EXERCISE BRIEF
Below are records to repeat exactly; do not include any pictures.

*** Opening RECORDS SHOWN ***

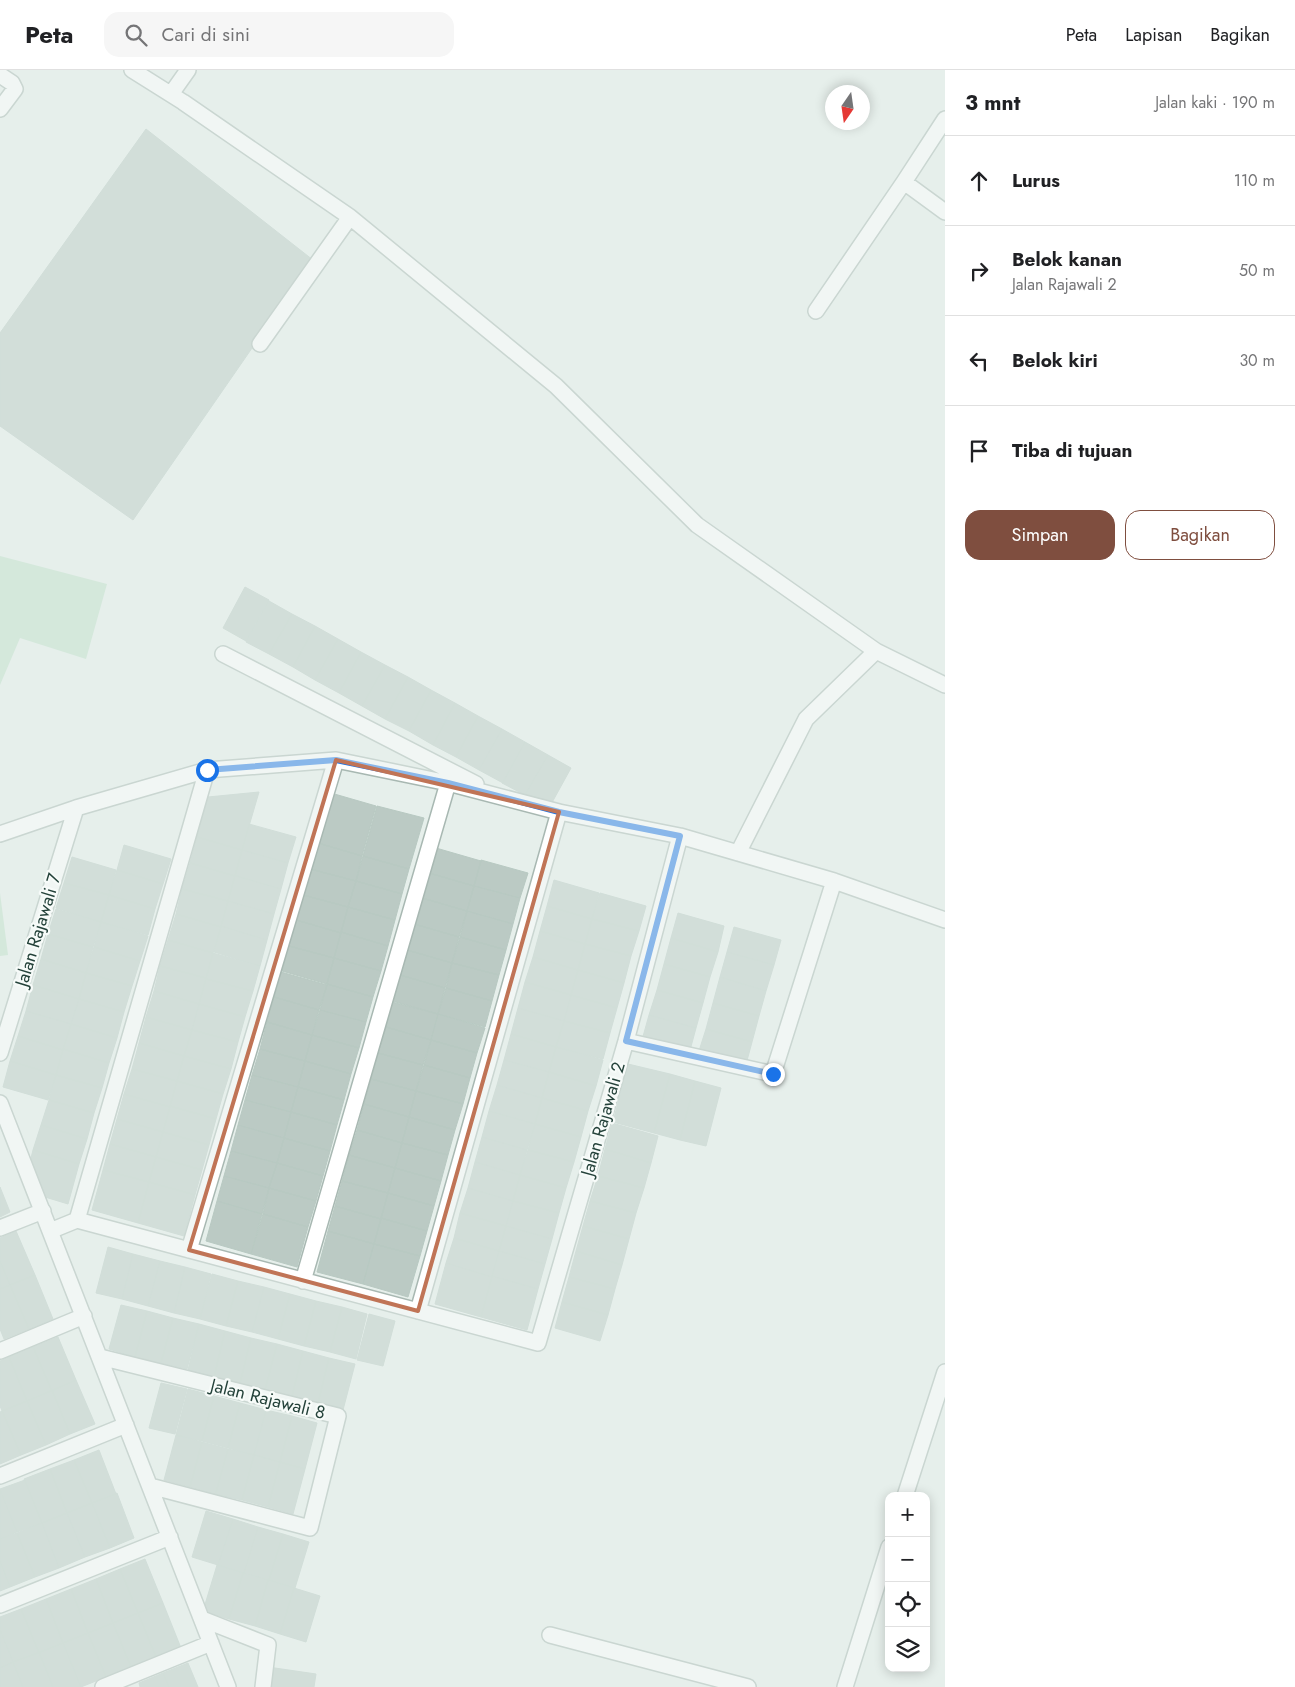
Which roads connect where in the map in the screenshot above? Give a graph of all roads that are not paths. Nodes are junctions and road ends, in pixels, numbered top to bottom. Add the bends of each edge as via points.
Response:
1 (132, 70) edge
2 (188, 70) edge
3 (0, 75) edge
4 (171, 94) junction
5 (0, 109) edge
6 (945, 119) edge
7 (904, 182) junction
8 (945, 212) edge
9 (350, 217) junction
10 (816, 311) dead end
11 (260, 344) dead end
12 (876, 651) junction
13 (223, 654) dead end
14 (945, 685) edge
15 (336, 760) junction
16 (207, 770) junction
17 (448, 783) junction
18 (506, 799) junction
19 (76, 808) junction
20 (559, 812) junction
21 (0, 834) edge
22 (680, 836) junction
23 (738, 852) junction
24 (834, 881) junction
25 (945, 920) edge
26 (626, 1041) junction
27 (0, 1052) edge
28 (0, 1103) edge
29 (43, 1211) junction
30 (78, 1220) junction
31 (0, 1228) edge
32 (50, 1231) junction
33 (190, 1250) junction
34 (303, 1280) junction
35 (418, 1311) junction
36 (84, 1316) junction
37 (0, 1351) edge
38 (100, 1357) junction
39 (945, 1372) edge
40 (126, 1425) junction
41 (0, 1476) edge
42 (150, 1486) junction
43 (906, 1492) edge
44 (170, 1537) junction
45 (885, 1560) edge
46 (0, 1605) edge
47 (202, 1619) junction
48 (550, 1635) dead end
49 (211, 1643) junction
50 (103, 1687) edge
51 (228, 1687) edge
52 (263, 1687) edge
53 (748, 1687) edge
54 (845, 1687) edge

1 - 4 street
2 - 4 street
3 - 5 street via 15,89
4 - 9 street
6 - 7 street
7 - 8 street
7 - 10 street
9 - 11 street
9 - 12 street via 556,386 697,525
12 - 14 street
12 - 23 street via 806,719
13 - 18 street
15 - 16 street
15 - 17 street
15 - 33 street
16 - 19 street
16 - 30 street
17 - 18 street
17 - 34 street
18 - 20 street
19 - 21 street
19 - 27 street, Jalan Rajawali 7
20 - 22 street
20 - 35 street
22 - 23 street
22 - 26 street, Jalan Rajawali 2
23 - 24 street
24 - 25 street
24 - 26 street via 773,1074
26 - 35 street, Jalan Rajawali 2 via 538,1343
28 - 29 street
29 - 31 street
29 - 32 street
30 - 32 street
30 - 33 street
32 - 36 street
33 - 34 street
34 - 35 street
36 - 37 street
36 - 38 street
38 - 40 street
38 - 42 street, Jalan Rajawali 8 via 338,1416 310,1528
39 - 43 street
40 - 41 street
40 - 42 street
42 - 44 street
44 - 46 street
44 - 47 street
45 - 54 street
47 - 49 street
47 - 52 street via 268,1644
48 - 53 street
49 - 50 street
49 - 51 street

*** Closing RECORDS SHOWN ***

EXERCISE RESPONSE
Which roads connect where in the map in the screenshot above? Give a graph of all roads that are not paths. Nodes are junctions and road ends, in pixels, numbered top to bottom. Add the bends of each edge as via points.
Response:
1 (132, 70) edge
2 (188, 70) edge
3 (0, 75) edge
4 (171, 94) junction
5 (0, 109) edge
6 (945, 119) edge
7 (904, 182) junction
8 (945, 212) edge
9 (350, 217) junction
10 (816, 311) dead end
11 (260, 344) dead end
12 (876, 651) junction
13 (223, 654) dead end
14 (945, 685) edge
15 (336, 760) junction
16 (207, 770) junction
17 (448, 783) junction
18 (506, 799) junction
19 (76, 808) junction
20 (559, 812) junction
21 (0, 834) edge
22 (680, 836) junction
23 (738, 852) junction
24 (834, 881) junction
25 (945, 920) edge
26 (626, 1041) junction
27 (0, 1052) edge
28 (0, 1103) edge
29 (43, 1211) junction
30 (78, 1220) junction
31 (0, 1228) edge
32 (50, 1231) junction
33 (190, 1250) junction
34 (303, 1280) junction
35 (418, 1311) junction
36 (84, 1316) junction
37 (0, 1351) edge
38 (100, 1357) junction
39 (945, 1372) edge
40 (126, 1425) junction
41 (0, 1476) edge
42 (150, 1486) junction
43 (906, 1492) edge
44 (170, 1537) junction
45 (885, 1560) edge
46 (0, 1605) edge
47 (202, 1619) junction
48 (550, 1635) dead end
49 (211, 1643) junction
50 (103, 1687) edge
51 (228, 1687) edge
52 (263, 1687) edge
53 (748, 1687) edge
54 (845, 1687) edge

1 - 4 street
2 - 4 street
3 - 5 street via 15,89
4 - 9 street
6 - 7 street
7 - 8 street
7 - 10 street
9 - 11 street
9 - 12 street via 556,386 697,525
12 - 14 street
12 - 23 street via 806,719
13 - 18 street
15 - 16 street
15 - 17 street
15 - 33 street
16 - 19 street
16 - 30 street
17 - 18 street
17 - 34 street
18 - 20 street
19 - 21 street
19 - 27 street, Jalan Rajawali 7
20 - 22 street
20 - 35 street
22 - 23 street
22 - 26 street, Jalan Rajawali 2
23 - 24 street
24 - 25 street
24 - 26 street via 773,1074
26 - 35 street, Jalan Rajawali 2 via 538,1343
28 - 29 street
29 - 31 street
29 - 32 street
30 - 32 street
30 - 33 street
32 - 36 street
33 - 34 street
34 - 35 street
36 - 37 street
36 - 38 street
38 - 40 street
38 - 42 street, Jalan Rajawali 8 via 338,1416 310,1528
39 - 43 street
40 - 41 street
40 - 42 street
42 - 44 street
44 - 46 street
44 - 47 street
45 - 54 street
47 - 49 street
47 - 52 street via 268,1644
48 - 53 street
49 - 50 street
49 - 51 street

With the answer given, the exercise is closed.